Actually, he agreed with her to keep using the sink. Instead of changing it, they promised to move to a new house as early as possible.
He didn’t feel good about her throwing a tantrum because she was aware of that promise.
Konsu and Aurm were pretty sensitive to the matter of the sink replacement.
Arum got angry whenever she looked at the sink that didn’t befit a newlyweds’ house.
Obviously, it was a mismatch with the new linoleum, new wallpaper and new home appliances.
She didn’t feel happy while looking at it. She even felt her pride was offended when she wanted to say she was unhappy because of that sink. But when the sink was broken, she just revealed her genuine feelings before her brain caught up to her mouth.
“Why are you using foul language? I just said that carelessly.”
“Why should I? Did I say anything wrong?”
“Damn it!” said Konsu angrily.
And then he threw the remote control at the wall.
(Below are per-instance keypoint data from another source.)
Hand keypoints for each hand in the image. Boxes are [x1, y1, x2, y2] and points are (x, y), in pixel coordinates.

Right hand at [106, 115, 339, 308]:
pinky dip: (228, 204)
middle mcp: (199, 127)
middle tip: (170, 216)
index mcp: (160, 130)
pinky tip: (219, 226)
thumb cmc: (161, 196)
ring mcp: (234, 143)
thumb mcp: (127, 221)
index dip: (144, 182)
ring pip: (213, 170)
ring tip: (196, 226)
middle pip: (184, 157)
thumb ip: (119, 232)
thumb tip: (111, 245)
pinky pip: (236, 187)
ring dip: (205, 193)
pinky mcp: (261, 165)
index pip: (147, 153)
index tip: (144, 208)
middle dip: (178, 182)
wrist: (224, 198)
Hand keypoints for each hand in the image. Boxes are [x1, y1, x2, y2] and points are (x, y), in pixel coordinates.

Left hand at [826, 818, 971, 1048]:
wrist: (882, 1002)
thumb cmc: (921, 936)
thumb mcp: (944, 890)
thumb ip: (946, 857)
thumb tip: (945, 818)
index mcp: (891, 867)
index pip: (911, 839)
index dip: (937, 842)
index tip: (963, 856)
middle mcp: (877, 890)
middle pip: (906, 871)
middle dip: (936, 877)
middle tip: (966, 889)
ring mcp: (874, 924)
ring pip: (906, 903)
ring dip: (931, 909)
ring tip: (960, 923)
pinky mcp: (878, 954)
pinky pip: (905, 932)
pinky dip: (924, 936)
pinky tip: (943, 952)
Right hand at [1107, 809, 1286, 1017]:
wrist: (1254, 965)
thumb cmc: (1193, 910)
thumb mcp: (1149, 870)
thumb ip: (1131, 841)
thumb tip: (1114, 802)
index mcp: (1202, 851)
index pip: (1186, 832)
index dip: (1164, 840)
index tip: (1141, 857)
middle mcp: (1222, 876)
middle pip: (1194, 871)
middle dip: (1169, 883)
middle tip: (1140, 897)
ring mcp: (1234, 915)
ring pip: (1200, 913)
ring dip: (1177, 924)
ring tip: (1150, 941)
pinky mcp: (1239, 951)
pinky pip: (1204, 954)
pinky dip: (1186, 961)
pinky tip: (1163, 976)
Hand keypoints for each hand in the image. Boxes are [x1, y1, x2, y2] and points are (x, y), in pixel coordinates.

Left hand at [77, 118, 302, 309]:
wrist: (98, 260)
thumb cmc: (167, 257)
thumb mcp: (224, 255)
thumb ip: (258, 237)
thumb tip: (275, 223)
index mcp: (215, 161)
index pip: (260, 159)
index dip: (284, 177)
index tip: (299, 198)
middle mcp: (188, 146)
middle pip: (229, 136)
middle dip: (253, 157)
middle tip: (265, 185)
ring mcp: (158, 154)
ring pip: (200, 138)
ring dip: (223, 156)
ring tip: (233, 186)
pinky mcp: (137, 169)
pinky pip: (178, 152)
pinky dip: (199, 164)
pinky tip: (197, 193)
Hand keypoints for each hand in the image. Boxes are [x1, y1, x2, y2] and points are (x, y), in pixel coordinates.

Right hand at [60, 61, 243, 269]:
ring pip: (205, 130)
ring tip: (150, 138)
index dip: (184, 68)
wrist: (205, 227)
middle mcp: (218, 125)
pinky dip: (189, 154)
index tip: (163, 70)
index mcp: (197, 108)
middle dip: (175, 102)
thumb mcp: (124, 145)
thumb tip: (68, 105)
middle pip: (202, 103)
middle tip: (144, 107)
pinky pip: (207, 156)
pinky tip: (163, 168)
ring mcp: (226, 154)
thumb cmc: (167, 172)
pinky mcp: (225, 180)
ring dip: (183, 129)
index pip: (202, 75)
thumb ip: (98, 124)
Upon hitting the wall, the remote control broke, with its broken pieces bouncing all over.
Arum couldn’t sit idle, of course.
“Do you think I’m not throwing stuff because I don’t know how to?”
Konsu was completely resigned to the situation. This time he trampled on the notebook on the floor.
The sound of its monitor cracking was heard loudly.
“Oh my god! What did you do now, Konsu Han!”
Ignoring her shouting, he got out of the house right away, and sent her a text message.
She slumped down onto the floor and began to sob when she received the message. She called him at his cell phone, but he didn’t answer it.
But he didn’t come when 3 PM came around the next day.
Arum and Konsu, both 27-year-old, a campus couple, were separated just like that because of a single ramen.